When she saw her modeling career shriveling up, like the skin on an old lady who’d spent too much time in the sun, she worried if there would be any kind of life for her when it was done. Nothing new. No more excitement. No more adventure. No more money.
The hell was I thinking? She finished her chocolate and made herself a Beauty Bonanza Smoothie for breakfast.
Twenty-Eight
In his library Walter Fager was surrounded by words of the law, ghosts of people he once knew and trusted. Friends he’d used and abused. None were answering his call now that
he needed them.
Hell, it had never been the words that mattered anyway. What mattered was what they triggered: his client stepping through the courthouse doors, going home to his own bed. Or swallowing hard as the bailiff led him back to his cell.
Geronimo’s reaction to hearing “guilty,” that’s what mattered.
Fager had spent almost every hour since Geronimo was released searching for the right words, pouring them into motions and briefs Mascarenas could use—if he’d get off his ass. But the words slept on pages churned out of his printer, scattered on the floor of his office, bullets that would never be fired.
Fager straightened his tie. Local television and courthouse reporters were waiting in his conference room.

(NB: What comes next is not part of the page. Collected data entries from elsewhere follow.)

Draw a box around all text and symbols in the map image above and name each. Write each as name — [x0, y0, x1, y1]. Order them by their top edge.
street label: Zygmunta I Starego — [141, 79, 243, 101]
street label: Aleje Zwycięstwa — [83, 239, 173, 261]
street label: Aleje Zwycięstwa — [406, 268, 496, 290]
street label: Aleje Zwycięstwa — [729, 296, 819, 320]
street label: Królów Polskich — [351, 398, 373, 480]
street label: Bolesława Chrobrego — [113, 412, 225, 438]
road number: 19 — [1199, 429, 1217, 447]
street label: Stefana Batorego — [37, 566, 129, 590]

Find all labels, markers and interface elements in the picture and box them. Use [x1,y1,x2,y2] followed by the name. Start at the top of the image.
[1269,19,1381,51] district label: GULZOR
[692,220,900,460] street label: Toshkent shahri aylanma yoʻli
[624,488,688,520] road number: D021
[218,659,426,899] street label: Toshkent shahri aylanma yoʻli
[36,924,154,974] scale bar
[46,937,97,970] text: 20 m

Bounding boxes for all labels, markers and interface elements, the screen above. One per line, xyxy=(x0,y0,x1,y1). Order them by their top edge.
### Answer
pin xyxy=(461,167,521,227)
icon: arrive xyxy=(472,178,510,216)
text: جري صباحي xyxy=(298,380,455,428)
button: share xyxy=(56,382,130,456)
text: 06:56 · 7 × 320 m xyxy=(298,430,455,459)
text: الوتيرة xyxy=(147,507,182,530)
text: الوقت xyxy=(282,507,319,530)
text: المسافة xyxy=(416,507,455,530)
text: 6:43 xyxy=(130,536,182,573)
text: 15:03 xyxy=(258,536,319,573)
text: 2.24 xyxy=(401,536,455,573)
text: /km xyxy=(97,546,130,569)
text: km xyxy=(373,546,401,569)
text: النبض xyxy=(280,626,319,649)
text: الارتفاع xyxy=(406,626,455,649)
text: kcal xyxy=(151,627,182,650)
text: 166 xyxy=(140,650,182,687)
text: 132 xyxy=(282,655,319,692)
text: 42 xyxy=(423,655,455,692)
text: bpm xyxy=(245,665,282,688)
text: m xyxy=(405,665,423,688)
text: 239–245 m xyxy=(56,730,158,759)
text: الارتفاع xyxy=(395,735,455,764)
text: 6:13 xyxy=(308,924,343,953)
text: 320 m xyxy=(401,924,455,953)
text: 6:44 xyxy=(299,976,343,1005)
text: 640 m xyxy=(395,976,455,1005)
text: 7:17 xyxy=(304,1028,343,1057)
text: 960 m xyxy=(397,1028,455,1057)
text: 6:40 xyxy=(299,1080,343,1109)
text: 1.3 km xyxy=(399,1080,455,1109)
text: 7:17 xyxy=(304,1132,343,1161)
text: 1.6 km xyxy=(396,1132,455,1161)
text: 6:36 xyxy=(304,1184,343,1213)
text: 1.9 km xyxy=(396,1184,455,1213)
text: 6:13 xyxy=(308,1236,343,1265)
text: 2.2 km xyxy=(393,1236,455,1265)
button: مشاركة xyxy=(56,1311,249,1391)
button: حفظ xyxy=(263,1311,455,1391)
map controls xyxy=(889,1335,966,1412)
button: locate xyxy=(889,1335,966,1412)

He would announce his petition drive to bring to justice the man who had butchered his wife and was mocking the legal system every second he remained at liberty. Later this afternoon would be more words at Linda’s memorial service. Words that did nothing, changed nothing, accomplished nothing.
What mattered was Linda, ashes in a pot.
And maybe real bullets in a gun pressed between Geronimo’s eyes. Maybe Bronk was right.
Fager gathered the stack of petitions and went to face the media. He killed the lights in the library on his way out, thinking maybe it was time to convert the room to something else.
Bronkowski stood in the back of the conference room to watch Fager’s performance. Robbie Weldon passed out copies of Fager’s prepared statement. An enlarged photograph of Linda in a sun hat, smiling, surrounded by Santa Fe’s historic plaza, rested on an easel next to the chair Fager would use.
Fager entered, haggard but hard and determined. He was dressed in a navy pinstripe with a brilliant white shirt and deep red tie. Bronkowski checked the shoes and saw ceiling lights reflected in polished leather.
Fager settled into a seat at the conference table, sipped water, and read his single-paragraph statement. As a rule, that should be the extent of a Walter Fager press conference. But he took questions and went off script. Bronkowski worried that Fager had dropped his guard.